I have taken the card round to a friends house and the card works on his machine.

I have tried to take the power out of the hard drive, cd drives and just power the cpu, card and motherboard with no success.

The card is AGP and my motherboard supports AGP

It would be great if i could get some advice before i try to sell the card.


----------



## hades2k4 (Apr 18, 2008)

If i can't fix the issue with this graphics card then i really need to upgrade my current radeon 9800 128mb with a better card. The problem is i'm afraid that if i buy a new card it will have the same problem.
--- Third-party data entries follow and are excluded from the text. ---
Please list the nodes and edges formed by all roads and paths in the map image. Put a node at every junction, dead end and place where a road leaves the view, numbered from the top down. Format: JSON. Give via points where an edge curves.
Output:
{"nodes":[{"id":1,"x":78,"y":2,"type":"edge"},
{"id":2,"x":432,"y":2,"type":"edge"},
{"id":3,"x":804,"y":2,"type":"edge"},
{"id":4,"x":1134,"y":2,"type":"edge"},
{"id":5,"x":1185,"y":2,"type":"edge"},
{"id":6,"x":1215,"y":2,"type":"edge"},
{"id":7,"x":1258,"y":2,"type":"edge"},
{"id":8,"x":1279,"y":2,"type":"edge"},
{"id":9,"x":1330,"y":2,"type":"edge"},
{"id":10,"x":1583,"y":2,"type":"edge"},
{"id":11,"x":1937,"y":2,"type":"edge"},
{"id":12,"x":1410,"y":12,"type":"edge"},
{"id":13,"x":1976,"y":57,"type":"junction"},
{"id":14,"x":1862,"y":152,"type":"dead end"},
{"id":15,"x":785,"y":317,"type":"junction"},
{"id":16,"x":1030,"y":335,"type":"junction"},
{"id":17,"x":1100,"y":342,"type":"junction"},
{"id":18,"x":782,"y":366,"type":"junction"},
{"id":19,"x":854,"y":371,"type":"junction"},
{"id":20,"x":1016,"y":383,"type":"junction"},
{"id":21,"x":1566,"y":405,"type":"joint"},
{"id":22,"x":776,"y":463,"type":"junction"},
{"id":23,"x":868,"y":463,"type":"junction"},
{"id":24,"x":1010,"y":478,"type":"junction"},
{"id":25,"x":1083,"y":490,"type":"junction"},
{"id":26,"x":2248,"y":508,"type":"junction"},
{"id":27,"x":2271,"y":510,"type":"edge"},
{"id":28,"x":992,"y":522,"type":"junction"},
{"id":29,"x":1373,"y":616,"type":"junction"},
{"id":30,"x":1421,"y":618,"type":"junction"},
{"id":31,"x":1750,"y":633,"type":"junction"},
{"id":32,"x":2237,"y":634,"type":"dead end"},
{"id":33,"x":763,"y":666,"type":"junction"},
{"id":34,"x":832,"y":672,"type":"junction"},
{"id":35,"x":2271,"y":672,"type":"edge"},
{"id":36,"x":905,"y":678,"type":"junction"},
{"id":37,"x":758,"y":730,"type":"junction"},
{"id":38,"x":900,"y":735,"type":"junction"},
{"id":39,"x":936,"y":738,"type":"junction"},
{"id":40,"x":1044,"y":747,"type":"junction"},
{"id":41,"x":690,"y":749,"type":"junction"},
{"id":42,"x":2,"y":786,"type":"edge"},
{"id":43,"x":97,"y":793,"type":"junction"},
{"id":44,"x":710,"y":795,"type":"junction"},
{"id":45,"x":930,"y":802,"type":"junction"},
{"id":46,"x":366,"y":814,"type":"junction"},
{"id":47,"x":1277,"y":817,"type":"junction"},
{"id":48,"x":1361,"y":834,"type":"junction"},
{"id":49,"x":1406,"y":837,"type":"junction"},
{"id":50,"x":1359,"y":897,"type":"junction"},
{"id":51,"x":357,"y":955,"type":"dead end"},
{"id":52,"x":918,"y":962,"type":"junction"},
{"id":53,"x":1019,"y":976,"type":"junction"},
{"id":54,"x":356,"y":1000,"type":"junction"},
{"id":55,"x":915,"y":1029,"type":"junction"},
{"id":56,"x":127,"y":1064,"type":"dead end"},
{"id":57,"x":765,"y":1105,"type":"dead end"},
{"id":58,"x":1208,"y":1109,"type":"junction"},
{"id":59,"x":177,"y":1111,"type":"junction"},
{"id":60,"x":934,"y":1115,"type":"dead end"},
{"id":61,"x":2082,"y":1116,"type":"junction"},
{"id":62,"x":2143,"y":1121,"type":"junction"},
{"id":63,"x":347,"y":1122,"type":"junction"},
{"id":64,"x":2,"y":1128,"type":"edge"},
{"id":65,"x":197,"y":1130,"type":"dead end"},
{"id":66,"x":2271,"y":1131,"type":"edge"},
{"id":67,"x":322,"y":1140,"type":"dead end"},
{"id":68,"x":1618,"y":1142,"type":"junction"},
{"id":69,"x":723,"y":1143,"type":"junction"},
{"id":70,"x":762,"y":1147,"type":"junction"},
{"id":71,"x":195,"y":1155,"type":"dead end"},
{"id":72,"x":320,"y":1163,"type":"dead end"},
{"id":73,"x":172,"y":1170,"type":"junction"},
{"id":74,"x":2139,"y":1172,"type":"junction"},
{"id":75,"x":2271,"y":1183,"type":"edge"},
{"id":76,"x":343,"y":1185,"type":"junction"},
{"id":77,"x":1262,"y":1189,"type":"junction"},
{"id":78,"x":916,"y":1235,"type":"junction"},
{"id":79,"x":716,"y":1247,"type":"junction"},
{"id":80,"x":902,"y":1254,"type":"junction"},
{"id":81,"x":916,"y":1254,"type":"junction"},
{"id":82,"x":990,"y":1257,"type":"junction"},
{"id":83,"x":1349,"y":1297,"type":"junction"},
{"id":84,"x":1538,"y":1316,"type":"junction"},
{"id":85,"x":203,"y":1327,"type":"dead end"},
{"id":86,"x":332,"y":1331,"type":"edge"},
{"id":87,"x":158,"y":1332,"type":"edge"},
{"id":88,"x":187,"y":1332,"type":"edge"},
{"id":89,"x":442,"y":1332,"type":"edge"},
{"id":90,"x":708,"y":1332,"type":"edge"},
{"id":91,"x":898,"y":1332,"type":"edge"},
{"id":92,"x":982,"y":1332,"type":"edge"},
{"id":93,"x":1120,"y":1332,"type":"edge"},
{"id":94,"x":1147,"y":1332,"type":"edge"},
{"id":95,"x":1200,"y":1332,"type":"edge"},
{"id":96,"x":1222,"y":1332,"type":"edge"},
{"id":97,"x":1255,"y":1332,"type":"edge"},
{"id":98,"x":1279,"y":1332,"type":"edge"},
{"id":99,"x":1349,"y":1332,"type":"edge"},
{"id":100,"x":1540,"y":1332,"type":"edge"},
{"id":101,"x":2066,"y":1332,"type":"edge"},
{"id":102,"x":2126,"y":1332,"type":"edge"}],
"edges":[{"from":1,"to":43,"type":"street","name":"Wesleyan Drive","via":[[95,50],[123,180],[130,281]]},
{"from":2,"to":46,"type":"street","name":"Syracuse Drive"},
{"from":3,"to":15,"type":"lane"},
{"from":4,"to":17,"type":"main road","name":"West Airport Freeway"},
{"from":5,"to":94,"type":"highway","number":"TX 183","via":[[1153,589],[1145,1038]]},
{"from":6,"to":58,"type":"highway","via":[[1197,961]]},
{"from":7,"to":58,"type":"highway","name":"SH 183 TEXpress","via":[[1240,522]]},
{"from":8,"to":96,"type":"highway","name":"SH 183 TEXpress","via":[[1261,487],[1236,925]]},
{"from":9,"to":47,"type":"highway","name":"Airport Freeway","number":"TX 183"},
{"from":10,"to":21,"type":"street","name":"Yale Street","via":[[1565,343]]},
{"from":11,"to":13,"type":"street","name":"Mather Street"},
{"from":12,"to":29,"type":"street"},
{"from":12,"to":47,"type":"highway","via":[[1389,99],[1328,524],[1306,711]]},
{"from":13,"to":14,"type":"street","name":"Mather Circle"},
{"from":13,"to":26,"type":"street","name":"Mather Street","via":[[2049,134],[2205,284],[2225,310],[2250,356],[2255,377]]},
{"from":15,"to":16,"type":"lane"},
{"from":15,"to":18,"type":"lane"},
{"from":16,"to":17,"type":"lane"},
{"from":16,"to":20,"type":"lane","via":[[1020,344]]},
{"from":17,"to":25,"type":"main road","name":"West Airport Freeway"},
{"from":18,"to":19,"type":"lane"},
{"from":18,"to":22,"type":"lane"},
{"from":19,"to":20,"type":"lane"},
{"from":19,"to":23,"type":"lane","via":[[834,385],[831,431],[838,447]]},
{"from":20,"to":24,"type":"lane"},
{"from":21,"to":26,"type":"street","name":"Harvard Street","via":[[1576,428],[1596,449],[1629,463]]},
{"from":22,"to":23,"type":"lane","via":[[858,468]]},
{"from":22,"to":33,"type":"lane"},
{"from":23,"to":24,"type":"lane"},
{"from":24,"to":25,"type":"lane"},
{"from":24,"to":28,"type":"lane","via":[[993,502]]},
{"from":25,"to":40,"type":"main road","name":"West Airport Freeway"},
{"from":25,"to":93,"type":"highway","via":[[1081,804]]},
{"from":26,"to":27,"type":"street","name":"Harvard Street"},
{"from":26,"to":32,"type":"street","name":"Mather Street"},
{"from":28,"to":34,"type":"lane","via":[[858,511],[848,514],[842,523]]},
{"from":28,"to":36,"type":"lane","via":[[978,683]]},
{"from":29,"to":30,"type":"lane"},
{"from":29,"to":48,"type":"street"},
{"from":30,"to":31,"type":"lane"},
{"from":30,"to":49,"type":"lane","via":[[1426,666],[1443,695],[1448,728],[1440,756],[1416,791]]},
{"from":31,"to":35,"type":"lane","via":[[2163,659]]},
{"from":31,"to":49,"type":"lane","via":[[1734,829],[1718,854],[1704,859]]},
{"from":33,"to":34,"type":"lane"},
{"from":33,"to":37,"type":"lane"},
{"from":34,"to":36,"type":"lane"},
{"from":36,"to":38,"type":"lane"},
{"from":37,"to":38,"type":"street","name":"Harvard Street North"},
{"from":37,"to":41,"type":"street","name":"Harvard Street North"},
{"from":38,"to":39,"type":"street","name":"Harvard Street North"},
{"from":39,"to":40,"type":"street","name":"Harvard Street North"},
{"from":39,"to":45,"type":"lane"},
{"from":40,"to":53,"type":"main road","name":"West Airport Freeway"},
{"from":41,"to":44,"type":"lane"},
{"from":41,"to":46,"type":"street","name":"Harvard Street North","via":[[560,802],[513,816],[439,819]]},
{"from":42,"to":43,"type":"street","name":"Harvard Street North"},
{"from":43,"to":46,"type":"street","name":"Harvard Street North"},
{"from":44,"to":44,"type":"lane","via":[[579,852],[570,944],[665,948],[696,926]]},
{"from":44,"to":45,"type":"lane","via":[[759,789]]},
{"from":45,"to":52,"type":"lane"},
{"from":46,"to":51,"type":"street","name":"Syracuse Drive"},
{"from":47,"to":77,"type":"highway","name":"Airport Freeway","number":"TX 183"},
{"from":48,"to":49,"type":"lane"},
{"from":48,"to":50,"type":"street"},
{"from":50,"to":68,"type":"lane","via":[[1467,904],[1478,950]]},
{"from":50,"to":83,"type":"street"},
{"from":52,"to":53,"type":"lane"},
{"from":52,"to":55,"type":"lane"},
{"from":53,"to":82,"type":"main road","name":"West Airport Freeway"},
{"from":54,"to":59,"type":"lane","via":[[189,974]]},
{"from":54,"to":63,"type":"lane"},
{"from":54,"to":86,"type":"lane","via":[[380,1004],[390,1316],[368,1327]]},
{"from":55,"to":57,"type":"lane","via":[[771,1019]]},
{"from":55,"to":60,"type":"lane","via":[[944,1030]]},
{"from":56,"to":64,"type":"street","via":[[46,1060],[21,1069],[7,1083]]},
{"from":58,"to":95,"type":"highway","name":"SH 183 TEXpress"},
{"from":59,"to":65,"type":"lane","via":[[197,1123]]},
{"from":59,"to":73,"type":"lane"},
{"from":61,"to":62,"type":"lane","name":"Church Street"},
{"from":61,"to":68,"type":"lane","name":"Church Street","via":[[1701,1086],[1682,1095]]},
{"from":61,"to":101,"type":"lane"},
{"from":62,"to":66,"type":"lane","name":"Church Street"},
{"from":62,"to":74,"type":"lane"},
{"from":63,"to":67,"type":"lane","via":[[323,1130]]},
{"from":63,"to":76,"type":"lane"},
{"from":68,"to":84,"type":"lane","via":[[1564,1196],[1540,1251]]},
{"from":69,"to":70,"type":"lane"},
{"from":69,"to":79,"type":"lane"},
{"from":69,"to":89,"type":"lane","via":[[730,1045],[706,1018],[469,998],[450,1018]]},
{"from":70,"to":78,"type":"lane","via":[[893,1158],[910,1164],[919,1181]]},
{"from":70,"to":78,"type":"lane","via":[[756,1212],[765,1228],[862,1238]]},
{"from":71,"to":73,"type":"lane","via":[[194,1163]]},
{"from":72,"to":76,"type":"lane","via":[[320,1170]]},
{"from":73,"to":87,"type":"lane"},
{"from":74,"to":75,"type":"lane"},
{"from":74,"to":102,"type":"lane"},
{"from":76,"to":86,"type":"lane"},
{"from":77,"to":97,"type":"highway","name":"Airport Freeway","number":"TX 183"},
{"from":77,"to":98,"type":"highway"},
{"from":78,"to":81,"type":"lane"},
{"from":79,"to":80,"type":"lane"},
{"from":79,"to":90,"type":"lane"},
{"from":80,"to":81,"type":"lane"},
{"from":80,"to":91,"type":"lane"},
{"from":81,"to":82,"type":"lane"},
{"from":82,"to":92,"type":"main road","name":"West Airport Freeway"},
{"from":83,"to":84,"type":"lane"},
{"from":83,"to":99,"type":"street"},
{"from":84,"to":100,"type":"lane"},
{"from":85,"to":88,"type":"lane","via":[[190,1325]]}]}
The motherboard i have is quite old ECS RS400-A and i'm just wondering can a graphics card out date the motherboard which makes it incompatible.


----------



## hades2k4 (Apr 18, 2008)

I would really appreciate some advice on this because i'm completely stumped!


----------



## hades2k4 (Apr 18, 2008)

Still haven't found a solution would really appreciate some advice.


----------



## Underclocker (Aug 13, 2007)

What power supply are you running? Try out your friend's PSU on your computer and see if it works. It's possible the 2600XT isn't getting enough power.


----------



## hades2k4 (Apr 18, 2008)

I'm using a JEANTECH 400watt power supply


----------



## groudon185p (Dec 30, 2007)

make sure if the card needs a power plug make sure its plugged in, if theres no sockets left goto newegg.com look for a molex power splitter, try reffitting the card because ive experienced both problems, we were wondering why nothing came up, wasnt in properly, wondering why it wouldn't boot into windows, not enough power. to thoughts


----------



## hades2k4 (Apr 18, 2008)

I have used the power adapter and without the power adapter with no luck. I am connecting the power supply into the card but maybe the power supply just aint powerful enough. The problem is i don't fancy buying a new power supply and to find out it was another problem.


----------



## dai (Jul 2, 2004)

jeantech are not a recommended psu
min requirements on the 12v+ line from a quality psu
agp=18a
pcie=26a
the cpu and card pull most of the power on the 12v+ line disconnecting drives does not make much difference


----------



## hades2k4 (Apr 18, 2008)

What power supply would you suggest i.e make / watt to run the 2600 sapphire


----------



## hades2k4 (Apr 18, 2008)

http://cgi.ebay.co.uk/Corsair-550W-...photoQQcmdZViewItemQQ_trksidZp1742.m153.l1262

Would that solve the problem?


----------



## Underclocker (Aug 13, 2007)

That one should be fine.


----------



## hades2k4 (Apr 18, 2008)

I've ordered a power supply will arrive tomorrow and lets hope it works!!


----------



## dai (Jul 2, 2004)

let us know how you go with it


----------



## hades2k4 (Apr 18, 2008)

new power supply and the gfx card is not displaying on the monitor. Still no signal


----------



## hades2k4 (Apr 18, 2008)

Anyone else got any ideas before i sell the card to a friend of mine. Also i'm thinking of going for the x1650 radeon 512mb a downgrade from the other graphics card, can anyone see any problems i might have with that card

Got my new power supply running 550watt corsair and my motherboard is ECS RS400-A


----------



## dai (Jul 2, 2004)

are you seeing the post screens and then losing the screen or are you getting no screen at all


----------



## hades2k4 (Apr 18, 2008)

no screen at all the monitor does not turn itself on with the new card 

there is nothing wrong with the monitor as thats the one im using now with my old radeon 9800


----------



## dai (Jul 2, 2004)

reset the cmos and check the bios is set to agp
turn the computer off
remove the power lead from the back
take the side off
remove the cmos battery
move the cmos jumper from pins 1 and 2 to pin 2 and 3 and the back to pins 1 and 2
replace the battery
put the side on
replug in the power lead
boot the computer


----------



## hades2k4 (Apr 18, 2008)

http://www.pcstats.com/articleview.cfm?articleID=1789

My pc knowledge is very little would it be possible if you could point out where the cmos is and where i have to put it. 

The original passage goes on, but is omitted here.